(Stored data entries)
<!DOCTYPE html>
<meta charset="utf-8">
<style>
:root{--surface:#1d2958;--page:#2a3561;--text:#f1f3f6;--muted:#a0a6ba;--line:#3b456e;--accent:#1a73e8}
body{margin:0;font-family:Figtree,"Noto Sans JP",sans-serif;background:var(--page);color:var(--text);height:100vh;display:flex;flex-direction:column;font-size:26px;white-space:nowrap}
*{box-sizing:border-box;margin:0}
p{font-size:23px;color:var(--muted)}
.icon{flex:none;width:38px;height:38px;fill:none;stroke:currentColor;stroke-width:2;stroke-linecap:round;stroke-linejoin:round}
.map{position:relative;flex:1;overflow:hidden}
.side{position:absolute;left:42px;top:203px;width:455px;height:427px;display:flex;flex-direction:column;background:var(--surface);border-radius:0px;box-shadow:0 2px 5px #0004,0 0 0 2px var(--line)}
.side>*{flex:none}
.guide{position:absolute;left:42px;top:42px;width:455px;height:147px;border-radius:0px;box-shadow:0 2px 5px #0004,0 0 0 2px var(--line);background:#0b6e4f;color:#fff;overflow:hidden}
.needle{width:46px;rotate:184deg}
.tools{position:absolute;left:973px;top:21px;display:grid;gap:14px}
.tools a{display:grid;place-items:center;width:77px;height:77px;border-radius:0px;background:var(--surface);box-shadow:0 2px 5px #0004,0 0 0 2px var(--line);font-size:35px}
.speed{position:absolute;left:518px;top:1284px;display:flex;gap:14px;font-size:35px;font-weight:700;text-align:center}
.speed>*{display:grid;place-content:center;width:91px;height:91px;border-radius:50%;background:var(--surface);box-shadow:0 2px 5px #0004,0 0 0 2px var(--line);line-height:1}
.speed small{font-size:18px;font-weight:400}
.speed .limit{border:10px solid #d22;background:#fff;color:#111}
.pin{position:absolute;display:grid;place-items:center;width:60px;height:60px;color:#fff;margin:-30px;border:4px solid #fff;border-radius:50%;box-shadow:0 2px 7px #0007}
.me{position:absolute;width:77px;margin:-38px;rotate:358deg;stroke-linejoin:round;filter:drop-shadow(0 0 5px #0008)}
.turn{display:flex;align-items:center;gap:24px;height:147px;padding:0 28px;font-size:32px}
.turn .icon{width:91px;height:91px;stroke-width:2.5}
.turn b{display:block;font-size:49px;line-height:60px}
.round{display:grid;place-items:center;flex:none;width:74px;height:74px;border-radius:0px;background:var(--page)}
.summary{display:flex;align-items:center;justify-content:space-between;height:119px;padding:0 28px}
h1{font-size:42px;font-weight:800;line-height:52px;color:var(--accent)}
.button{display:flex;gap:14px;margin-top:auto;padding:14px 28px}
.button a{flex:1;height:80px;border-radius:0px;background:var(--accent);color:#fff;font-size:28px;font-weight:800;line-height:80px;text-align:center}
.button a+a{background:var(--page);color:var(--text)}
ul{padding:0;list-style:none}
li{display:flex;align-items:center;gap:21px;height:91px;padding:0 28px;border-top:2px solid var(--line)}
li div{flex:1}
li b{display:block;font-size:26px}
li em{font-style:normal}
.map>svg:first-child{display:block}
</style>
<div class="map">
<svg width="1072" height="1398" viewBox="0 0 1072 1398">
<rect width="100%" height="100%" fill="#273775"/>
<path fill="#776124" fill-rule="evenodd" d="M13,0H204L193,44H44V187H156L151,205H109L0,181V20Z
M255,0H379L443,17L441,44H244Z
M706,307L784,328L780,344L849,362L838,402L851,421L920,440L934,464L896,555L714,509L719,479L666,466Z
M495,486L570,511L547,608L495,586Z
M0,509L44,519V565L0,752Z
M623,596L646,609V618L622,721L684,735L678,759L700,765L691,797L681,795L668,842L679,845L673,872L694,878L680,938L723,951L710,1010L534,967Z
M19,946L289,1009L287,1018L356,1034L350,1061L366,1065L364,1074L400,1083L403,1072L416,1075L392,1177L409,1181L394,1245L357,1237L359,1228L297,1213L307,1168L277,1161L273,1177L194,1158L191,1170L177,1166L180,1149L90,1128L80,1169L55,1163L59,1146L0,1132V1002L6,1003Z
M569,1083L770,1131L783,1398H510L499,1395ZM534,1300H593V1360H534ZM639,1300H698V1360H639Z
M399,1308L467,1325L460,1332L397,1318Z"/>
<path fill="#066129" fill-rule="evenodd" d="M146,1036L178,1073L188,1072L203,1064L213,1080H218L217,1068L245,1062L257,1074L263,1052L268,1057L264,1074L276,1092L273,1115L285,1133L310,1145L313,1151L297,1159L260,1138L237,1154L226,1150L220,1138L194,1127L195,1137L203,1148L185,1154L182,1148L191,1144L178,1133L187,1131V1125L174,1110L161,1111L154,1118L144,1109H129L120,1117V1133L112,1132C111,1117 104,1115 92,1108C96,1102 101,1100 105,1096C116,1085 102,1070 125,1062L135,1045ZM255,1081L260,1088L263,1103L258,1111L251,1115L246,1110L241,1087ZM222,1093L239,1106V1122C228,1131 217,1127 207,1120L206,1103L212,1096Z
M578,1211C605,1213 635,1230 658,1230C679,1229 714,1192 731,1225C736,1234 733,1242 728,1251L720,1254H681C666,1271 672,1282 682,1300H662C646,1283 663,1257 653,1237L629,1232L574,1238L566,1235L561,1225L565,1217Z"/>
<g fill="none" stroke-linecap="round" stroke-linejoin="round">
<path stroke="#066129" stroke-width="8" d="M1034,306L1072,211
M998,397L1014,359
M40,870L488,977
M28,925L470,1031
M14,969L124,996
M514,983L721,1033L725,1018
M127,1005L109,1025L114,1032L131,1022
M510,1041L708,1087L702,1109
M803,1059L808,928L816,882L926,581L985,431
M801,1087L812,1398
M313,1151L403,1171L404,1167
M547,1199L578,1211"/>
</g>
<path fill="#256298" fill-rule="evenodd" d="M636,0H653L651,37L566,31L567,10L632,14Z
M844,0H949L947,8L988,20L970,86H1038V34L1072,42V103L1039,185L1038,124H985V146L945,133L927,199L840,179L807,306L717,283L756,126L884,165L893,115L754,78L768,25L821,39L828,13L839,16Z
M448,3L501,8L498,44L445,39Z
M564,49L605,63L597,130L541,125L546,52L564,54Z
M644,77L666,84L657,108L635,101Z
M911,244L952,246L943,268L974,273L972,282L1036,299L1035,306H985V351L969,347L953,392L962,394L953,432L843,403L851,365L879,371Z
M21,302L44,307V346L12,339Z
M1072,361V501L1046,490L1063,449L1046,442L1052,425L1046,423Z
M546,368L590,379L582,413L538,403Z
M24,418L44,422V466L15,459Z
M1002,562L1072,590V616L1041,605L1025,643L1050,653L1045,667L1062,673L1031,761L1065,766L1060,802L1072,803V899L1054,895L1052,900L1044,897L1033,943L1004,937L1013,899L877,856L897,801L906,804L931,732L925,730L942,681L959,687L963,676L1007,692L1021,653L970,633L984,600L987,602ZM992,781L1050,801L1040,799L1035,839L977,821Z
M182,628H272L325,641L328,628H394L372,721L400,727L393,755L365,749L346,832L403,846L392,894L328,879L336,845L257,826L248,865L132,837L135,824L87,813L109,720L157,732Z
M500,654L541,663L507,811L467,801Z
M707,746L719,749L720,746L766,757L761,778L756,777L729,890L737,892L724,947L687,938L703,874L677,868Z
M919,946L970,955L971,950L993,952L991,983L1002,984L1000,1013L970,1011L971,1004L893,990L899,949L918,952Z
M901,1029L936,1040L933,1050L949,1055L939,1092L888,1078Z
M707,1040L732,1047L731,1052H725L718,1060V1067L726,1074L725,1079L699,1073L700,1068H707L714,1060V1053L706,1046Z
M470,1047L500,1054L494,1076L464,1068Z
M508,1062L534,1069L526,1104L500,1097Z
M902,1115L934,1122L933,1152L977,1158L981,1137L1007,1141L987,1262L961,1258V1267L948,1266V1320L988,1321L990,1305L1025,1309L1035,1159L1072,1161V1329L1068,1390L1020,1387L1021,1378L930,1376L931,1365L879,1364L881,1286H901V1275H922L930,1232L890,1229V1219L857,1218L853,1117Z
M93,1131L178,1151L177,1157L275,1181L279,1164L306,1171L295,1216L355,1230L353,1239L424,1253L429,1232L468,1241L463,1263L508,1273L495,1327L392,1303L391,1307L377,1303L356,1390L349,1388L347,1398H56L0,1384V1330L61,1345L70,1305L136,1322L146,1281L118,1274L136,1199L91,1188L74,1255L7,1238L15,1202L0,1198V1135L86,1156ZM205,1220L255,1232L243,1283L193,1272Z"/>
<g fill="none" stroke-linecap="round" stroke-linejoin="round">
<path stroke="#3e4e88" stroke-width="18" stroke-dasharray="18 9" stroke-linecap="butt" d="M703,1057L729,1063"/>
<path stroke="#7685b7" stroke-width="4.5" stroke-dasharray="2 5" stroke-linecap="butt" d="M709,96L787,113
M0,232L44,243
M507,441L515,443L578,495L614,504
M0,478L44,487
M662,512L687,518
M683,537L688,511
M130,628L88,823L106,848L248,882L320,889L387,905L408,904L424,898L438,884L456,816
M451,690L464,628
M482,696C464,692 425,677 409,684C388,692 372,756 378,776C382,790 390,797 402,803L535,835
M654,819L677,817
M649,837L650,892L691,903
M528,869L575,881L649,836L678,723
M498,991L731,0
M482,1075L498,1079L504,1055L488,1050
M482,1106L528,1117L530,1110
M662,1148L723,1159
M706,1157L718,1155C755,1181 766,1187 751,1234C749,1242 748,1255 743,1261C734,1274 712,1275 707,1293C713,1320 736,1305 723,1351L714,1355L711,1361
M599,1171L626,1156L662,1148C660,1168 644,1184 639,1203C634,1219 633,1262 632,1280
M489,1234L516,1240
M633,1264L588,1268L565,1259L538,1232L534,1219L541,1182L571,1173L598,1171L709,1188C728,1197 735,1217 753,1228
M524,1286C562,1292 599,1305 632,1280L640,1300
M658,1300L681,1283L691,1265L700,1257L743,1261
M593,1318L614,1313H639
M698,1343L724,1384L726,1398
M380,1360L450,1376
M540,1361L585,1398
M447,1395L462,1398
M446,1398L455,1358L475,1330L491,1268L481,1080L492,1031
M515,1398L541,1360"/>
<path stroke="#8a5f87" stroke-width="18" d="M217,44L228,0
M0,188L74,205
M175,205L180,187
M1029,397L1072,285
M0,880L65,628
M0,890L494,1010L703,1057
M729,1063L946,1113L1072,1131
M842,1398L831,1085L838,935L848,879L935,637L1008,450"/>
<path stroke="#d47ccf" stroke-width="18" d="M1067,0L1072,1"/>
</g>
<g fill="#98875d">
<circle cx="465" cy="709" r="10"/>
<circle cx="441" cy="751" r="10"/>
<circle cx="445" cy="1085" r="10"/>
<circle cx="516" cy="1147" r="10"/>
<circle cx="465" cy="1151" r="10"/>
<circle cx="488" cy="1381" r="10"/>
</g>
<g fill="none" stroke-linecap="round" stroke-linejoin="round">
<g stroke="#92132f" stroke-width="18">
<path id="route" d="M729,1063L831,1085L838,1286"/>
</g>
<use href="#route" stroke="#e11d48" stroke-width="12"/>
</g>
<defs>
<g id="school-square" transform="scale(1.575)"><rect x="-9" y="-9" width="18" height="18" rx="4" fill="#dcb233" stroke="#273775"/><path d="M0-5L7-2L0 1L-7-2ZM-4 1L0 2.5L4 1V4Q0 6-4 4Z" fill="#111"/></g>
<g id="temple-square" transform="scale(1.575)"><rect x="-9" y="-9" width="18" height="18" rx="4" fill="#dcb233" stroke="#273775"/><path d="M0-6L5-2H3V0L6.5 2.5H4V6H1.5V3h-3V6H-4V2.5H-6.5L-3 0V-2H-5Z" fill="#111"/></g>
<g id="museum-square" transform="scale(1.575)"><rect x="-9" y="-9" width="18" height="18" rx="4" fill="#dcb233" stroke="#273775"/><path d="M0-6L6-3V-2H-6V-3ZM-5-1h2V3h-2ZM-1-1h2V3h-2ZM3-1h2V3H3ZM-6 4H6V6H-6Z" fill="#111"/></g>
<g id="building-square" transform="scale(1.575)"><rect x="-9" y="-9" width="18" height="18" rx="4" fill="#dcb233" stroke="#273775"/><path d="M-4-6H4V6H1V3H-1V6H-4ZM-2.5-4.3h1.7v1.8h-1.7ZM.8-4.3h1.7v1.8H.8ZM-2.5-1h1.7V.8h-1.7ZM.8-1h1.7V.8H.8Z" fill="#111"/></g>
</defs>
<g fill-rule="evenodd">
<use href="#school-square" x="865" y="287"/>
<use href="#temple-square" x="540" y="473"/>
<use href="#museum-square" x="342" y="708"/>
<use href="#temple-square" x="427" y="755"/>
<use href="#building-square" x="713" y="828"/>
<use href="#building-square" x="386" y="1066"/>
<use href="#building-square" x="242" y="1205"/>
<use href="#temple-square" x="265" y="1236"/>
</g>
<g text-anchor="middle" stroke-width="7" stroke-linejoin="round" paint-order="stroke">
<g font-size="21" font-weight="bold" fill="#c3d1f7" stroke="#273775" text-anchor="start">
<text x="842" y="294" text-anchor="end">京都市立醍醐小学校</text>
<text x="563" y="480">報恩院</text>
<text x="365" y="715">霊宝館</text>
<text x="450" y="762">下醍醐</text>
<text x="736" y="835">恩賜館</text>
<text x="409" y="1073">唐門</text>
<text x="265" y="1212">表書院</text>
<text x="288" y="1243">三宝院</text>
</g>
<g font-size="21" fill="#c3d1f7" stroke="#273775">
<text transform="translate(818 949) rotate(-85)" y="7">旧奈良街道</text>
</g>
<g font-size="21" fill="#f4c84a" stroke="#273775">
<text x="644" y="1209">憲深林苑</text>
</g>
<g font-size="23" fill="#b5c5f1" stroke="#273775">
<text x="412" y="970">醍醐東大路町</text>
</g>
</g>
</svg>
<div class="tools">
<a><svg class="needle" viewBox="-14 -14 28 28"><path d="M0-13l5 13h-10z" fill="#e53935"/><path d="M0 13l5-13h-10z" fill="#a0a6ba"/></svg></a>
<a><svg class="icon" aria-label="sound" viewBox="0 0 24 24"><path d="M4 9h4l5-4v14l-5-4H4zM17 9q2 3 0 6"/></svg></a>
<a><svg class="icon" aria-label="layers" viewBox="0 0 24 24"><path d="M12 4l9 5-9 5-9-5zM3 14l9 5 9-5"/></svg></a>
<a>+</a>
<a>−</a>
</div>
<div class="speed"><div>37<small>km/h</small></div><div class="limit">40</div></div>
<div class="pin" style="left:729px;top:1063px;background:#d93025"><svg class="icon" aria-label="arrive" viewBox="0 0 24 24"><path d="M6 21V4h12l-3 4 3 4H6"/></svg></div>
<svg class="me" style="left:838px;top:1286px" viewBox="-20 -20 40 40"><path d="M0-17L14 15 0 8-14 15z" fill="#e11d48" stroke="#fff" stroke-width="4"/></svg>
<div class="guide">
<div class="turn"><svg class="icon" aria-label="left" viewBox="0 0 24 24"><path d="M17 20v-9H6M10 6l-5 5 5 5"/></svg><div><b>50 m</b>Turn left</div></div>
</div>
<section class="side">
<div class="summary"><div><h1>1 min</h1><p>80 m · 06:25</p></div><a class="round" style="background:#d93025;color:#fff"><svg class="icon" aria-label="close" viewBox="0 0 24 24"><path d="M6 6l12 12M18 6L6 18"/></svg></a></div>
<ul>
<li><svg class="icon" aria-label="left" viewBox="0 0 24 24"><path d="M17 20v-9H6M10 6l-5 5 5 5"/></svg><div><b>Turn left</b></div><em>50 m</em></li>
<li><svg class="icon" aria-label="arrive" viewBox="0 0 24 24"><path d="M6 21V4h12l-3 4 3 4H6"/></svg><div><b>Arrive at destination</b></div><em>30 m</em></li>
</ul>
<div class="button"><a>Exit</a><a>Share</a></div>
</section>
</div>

What to work on: Scan the records for lines with the word "hidden". Report how many, with no other words.

Task result: 2